*Task details*
Copy each line below in which the string "دستغیب" occurs.

····················

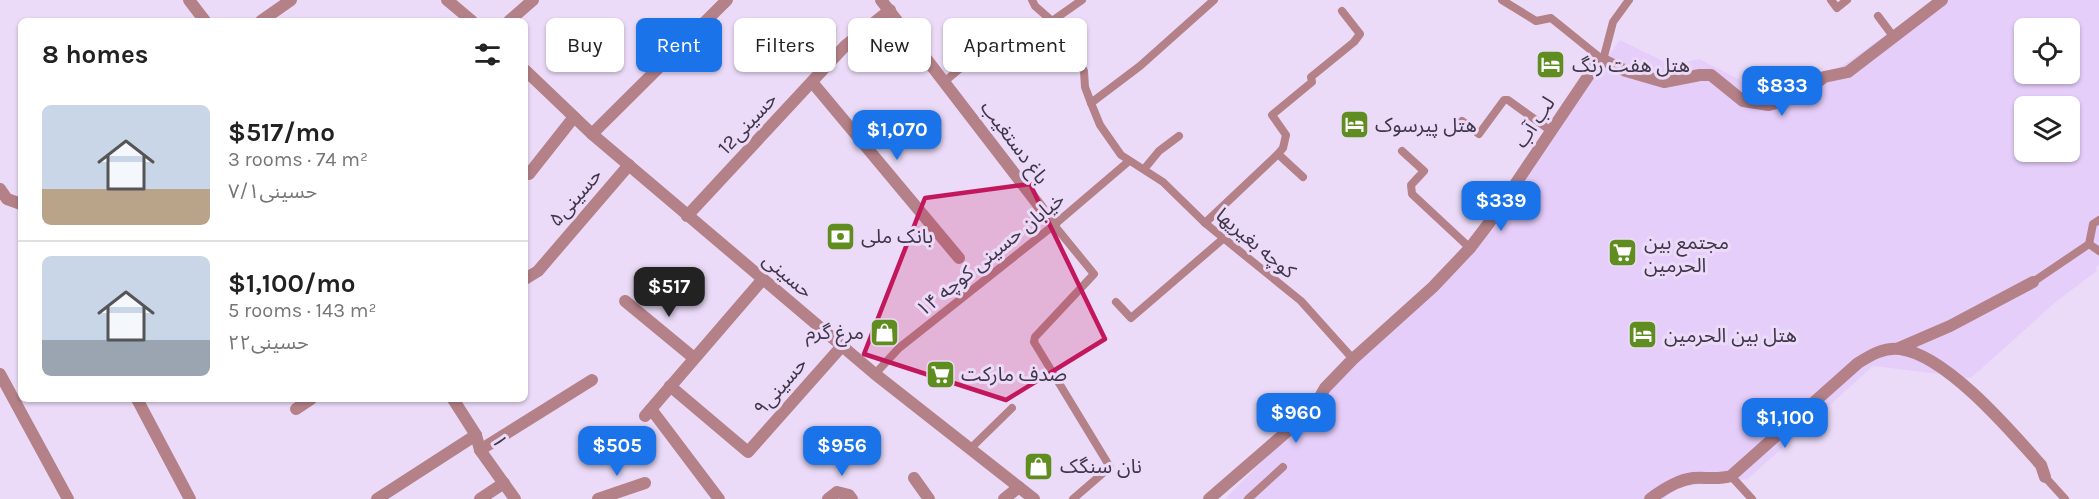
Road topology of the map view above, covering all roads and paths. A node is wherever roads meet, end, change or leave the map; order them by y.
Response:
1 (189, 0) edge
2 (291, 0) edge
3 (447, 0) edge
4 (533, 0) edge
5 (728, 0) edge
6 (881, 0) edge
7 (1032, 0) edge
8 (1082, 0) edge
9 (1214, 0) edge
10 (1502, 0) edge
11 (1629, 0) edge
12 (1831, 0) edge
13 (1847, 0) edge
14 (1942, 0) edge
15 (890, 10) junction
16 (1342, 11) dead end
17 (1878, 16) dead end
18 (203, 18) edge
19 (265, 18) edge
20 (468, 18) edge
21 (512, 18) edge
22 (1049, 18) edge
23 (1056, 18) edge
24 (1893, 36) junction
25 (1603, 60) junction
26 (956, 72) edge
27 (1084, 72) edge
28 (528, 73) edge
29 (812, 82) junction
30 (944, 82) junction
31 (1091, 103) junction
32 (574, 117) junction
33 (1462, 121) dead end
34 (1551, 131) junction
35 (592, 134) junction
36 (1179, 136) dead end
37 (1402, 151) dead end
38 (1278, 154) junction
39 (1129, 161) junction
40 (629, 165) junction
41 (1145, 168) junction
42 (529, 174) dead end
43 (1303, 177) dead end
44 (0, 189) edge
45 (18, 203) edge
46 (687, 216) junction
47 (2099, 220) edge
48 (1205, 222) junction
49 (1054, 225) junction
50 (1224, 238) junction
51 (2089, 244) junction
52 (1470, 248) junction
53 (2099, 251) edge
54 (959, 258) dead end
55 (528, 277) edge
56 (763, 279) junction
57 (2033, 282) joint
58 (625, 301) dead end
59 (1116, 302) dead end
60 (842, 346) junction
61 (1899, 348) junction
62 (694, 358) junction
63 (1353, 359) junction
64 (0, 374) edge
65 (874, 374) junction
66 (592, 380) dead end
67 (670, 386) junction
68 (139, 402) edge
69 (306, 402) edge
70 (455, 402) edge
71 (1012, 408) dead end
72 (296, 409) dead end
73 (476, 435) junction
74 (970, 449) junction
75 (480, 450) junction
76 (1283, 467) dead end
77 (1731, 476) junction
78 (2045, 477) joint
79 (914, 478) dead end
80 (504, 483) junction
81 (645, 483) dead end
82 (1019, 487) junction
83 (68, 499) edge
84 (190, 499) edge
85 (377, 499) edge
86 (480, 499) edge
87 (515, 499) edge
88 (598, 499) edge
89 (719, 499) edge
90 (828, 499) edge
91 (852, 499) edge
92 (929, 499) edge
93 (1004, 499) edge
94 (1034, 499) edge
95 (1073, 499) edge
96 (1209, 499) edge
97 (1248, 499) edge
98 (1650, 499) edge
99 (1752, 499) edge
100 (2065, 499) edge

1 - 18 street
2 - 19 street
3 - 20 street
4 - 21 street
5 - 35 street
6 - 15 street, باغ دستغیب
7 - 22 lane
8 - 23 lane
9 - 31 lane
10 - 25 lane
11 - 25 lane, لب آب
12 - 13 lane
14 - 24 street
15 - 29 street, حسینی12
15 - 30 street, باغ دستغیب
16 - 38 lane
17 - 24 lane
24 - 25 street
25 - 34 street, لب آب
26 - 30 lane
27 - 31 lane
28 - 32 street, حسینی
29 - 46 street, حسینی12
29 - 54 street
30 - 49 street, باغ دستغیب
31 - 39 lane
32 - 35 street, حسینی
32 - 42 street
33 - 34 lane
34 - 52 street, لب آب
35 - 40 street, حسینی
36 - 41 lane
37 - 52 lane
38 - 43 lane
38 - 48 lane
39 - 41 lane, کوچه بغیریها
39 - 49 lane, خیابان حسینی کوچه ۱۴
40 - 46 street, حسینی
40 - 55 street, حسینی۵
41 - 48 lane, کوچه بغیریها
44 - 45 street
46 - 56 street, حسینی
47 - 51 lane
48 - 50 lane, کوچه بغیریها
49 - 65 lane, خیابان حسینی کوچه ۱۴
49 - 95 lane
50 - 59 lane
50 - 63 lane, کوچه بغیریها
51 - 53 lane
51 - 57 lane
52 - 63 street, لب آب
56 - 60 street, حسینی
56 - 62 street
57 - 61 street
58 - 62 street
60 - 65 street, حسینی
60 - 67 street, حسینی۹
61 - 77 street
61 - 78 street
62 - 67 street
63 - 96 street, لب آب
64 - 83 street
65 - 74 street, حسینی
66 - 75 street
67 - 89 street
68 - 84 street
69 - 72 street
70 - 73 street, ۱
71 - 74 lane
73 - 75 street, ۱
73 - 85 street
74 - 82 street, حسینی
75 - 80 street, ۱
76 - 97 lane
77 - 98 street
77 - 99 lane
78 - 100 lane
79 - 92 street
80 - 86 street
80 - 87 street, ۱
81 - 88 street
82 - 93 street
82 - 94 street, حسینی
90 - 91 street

····················

*Solution for this exercise*
6 - 15 street, باغ دستغیب
15 - 30 street, باغ دستغیب
30 - 49 street, باغ دستغیب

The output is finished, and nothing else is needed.